# Collected data entries

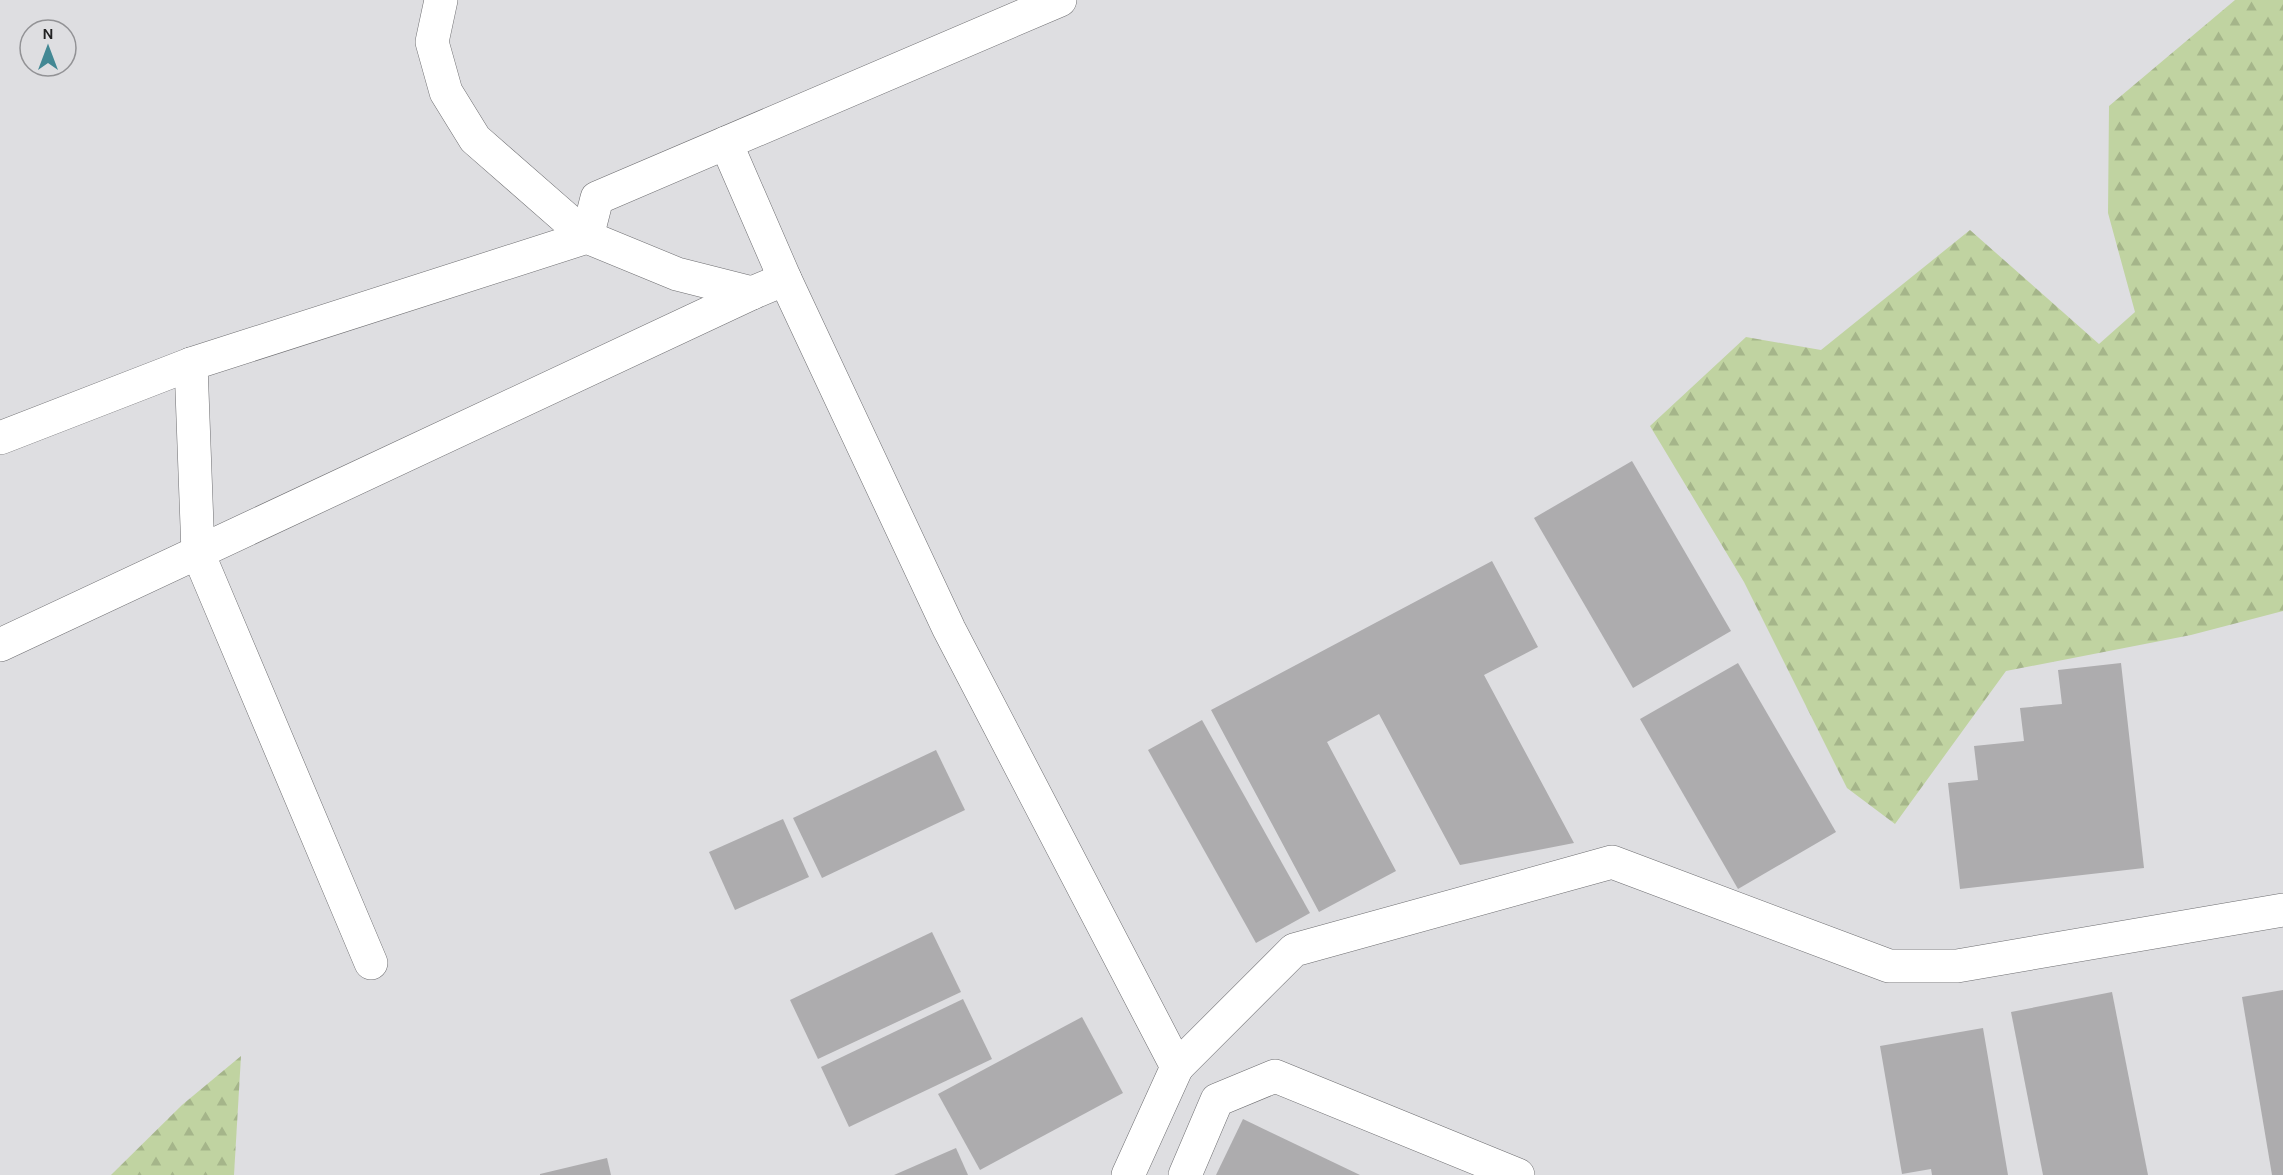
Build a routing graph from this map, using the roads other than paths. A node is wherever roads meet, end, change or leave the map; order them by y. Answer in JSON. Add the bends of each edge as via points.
{"nodes":[{"id":1,"x":441,"y":0,"type":"edge"},
{"id":2,"x":1060,"y":0,"type":"edge"},
{"id":3,"x":726,"y":143,"type":"junction"},
{"id":4,"x":587,"y":237,"type":"junction"},
{"id":5,"x":785,"y":279,"type":"junction"},
{"id":6,"x":752,"y":293,"type":"junction"},
{"id":7,"x":191,"y":364,"type":"junction"},
{"id":8,"x":0,"y":438,"type":"edge"},
{"id":9,"x":198,"y":553,"type":"junction"},
{"id":10,"x":0,"y":645,"type":"edge"},
{"id":11,"x":2283,"y":910,"type":"edge"},
{"id":12,"x":370,"y":963,"type":"dead end"},
{"id":13,"x":1177,"y":1067,"type":"junction"},
{"id":14,"x":1128,"y":1175,"type":"edge"},
{"id":15,"x":1185,"y":1175,"type":"edge"},
{"id":16,"x":1518,"y":1175,"type":"edge"}],
"edges":[{"from":1,"to":4,"type":"street","via":[[432,42],[446,92],[475,139]]},
{"from":2,"to":3,"type":"street"},
{"from":3,"to":4,"type":"street","via":[[597,198]]},
{"from":3,"to":5,"type":"street"},
{"from":4,"to":6,"type":"street","via":[[677,273]]},
{"from":4,"to":7,"type":"street"},
{"from":5,"to":6,"type":"street"},
{"from":5,"to":13,"type":"street","via":[[950,629]]},
{"from":6,"to":9,"type":"street"},
{"from":7,"to":8,"type":"street"},
{"from":7,"to":9,"type":"street"},
{"from":9,"to":10,"type":"street"},
{"from":9,"to":12,"type":"street"},
{"from":11,"to":13,"type":"street","via":[[1957,966],[1889,966],[1612,861],[1294,950]]},
{"from":13,"to":14,"type":"street"},
{"from":15,"to":16,"type":"street","via":[[1217,1100],[1275,1076]]}]}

# WHAT THE TASK ASKS
When a line in the records above contains the word "junction", copy it.

# SOLUTION TO THE PROBLEM
{"id":3,"x":726,"y":143,"type":"junction"},
{"id":4,"x":587,"y":237,"type":"junction"},
{"id":5,"x":785,"y":279,"type":"junction"},
{"id":6,"x":752,"y":293,"type":"junction"},
{"id":7,"x":191,"y":364,"type":"junction"},
{"id":9,"x":198,"y":553,"type":"junction"},
{"id":13,"x":1177,"y":1067,"type":"junction"},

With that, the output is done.